Breve retrospectiva regulatória
Em uma rápida retrospectiva, pode-se dizer que o setor portuário brasileiro vem passando por um processo lento e gradual de transferência das atividades portuárias para o setor privado. Esse processo iniciou-se com a Lei 8.630/93 (Lei de Modernização dos Portos) que instituiu, dentre outras medidas, as operações privadas em terminais públicos, a possibilidade de transferência da administração do porto para uma concessionária privada, e a criação de terminais de uso privativo (TUP).
Posteriormente, veio a Lei 12.815/13 que reforça e deixa mais clara a possibilidade de a administração do porto vir a ser exercida por uma concessionária, que pode ser privada, cria o divisor de regimes jurídicos – público e privado – com a poligonal a delimitar a área do porto organizado, e, por último, dispensa os terminais privados de terem “carga própria”.

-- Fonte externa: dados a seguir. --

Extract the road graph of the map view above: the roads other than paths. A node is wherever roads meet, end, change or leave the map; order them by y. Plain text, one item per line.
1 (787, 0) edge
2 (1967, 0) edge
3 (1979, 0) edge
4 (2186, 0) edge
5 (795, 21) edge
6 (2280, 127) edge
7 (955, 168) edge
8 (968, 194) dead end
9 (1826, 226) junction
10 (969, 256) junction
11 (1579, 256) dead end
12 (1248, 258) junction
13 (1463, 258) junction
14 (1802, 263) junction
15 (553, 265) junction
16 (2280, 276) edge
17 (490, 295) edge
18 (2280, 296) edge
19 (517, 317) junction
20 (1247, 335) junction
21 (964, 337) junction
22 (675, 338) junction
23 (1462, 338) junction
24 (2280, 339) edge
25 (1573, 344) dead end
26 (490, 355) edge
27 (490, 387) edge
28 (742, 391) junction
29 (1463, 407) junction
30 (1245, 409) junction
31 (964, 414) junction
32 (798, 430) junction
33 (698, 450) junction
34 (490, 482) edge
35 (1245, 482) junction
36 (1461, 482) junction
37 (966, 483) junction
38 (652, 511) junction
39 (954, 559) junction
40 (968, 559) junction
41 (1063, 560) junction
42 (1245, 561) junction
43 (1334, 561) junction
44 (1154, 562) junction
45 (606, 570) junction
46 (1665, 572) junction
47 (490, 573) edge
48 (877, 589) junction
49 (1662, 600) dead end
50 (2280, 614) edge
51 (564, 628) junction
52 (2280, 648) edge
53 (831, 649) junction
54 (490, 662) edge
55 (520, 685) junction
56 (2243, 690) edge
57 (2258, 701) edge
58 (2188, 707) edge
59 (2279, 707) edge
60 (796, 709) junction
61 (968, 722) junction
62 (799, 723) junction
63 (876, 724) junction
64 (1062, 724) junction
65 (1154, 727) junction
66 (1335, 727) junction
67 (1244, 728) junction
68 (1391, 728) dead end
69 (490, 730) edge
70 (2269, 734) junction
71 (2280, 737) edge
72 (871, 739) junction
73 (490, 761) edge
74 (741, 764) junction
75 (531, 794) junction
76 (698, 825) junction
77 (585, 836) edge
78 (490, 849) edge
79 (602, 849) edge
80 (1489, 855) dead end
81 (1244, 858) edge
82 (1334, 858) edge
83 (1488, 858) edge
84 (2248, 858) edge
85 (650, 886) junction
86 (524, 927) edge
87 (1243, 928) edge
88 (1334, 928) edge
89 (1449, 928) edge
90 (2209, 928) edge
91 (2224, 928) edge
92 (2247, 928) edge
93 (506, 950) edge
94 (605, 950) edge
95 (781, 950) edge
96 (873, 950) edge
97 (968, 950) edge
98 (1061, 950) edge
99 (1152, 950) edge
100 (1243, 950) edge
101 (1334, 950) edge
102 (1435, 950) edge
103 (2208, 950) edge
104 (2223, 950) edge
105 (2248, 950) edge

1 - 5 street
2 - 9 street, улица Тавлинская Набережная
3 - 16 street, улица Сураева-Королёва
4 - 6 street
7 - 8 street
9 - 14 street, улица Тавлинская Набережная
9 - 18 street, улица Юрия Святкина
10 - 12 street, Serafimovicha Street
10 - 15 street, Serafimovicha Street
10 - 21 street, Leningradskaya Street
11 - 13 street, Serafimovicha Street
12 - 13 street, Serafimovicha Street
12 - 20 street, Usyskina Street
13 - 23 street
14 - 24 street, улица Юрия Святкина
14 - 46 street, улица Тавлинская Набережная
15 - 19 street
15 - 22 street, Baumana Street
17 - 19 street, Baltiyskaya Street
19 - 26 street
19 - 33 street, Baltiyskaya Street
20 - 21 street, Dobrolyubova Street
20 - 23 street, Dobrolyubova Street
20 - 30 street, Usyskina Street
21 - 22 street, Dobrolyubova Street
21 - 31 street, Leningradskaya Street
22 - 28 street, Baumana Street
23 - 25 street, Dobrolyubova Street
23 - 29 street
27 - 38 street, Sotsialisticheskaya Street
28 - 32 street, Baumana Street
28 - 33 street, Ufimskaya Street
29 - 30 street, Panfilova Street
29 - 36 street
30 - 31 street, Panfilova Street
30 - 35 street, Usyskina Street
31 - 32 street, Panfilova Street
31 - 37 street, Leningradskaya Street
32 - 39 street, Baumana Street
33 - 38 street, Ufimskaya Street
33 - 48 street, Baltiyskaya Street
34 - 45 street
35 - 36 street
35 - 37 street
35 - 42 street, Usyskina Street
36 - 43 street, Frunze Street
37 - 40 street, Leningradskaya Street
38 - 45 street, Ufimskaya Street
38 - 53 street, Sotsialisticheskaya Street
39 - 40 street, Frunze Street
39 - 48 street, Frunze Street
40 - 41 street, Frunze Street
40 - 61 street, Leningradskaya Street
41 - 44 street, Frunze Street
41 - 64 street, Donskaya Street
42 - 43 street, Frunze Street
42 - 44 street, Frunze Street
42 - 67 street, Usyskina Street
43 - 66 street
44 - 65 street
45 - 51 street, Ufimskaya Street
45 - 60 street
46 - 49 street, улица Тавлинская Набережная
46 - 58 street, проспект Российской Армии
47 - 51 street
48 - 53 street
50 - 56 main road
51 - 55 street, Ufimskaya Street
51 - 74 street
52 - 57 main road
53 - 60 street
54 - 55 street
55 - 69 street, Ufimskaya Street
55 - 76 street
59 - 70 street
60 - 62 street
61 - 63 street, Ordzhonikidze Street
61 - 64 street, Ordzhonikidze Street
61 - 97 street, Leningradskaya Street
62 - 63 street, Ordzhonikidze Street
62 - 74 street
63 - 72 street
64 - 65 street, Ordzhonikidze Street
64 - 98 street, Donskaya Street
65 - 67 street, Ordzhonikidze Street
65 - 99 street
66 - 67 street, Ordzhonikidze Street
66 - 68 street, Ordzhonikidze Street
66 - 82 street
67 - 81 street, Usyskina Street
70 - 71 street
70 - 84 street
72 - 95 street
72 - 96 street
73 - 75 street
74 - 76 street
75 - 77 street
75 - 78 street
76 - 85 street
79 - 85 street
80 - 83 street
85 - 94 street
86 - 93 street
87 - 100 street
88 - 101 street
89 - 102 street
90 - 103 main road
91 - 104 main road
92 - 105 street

Merecem ainda destaque as inovações trazidas pela minirreforma portuária com a Lei 14.047/20, que pavimentou o caminho para as desestatizações. Essa lei inova ao autorizar: (i) que os contratos celebrados entre a concessionária e terceiros, inclusive para exploração de instalações portuárias dentro das áreas públicas, nos limites do porto organizado, sejam regidos pelas normas de direito privado, sem prejuízo das atividades regulatórias e fiscalizatórias da ANTAQ; (ii) autoriza a dispensa de licitação de arrendamento de área dentro do porto organizado pelo concessionário; (iii) permite a possibilidade de realização de contratos de uso temporário de áreas e instalações portuárias com o propósito de criar condições para que os interessados invistam seu capital de forma mais célere; e (iv) tornou mais claras as diferenças entre os conceitos de arrendamento e de concessão.
Apesar dos avanços regulatórios dos últimos anos, continuamos com problemas graves que o atual modelo portuário não tem sido capaz de resolver.
Vejamos alguns exemplos de pontos negativos do atual marco regulatório portuário.
Pelas regras atuais, a concessionária pública está dispensada de consultar os usuários e a comunidade portuária sobre programas de expansão e investimentos. Por exemplo, se a docas desejar alterar o PDZ (Plano de Desenvolvimento e Zoneamento do Porto) ou a Poligonal delimitadora da área do porto organizado, envia requerimento para a Secretaria dos Portos em Brasília e essa, se estiver de acordo, autoriza. O caráter monopolístico da decisão se tornou ainda maior após a retirada das funções deliberativas dos CAPs.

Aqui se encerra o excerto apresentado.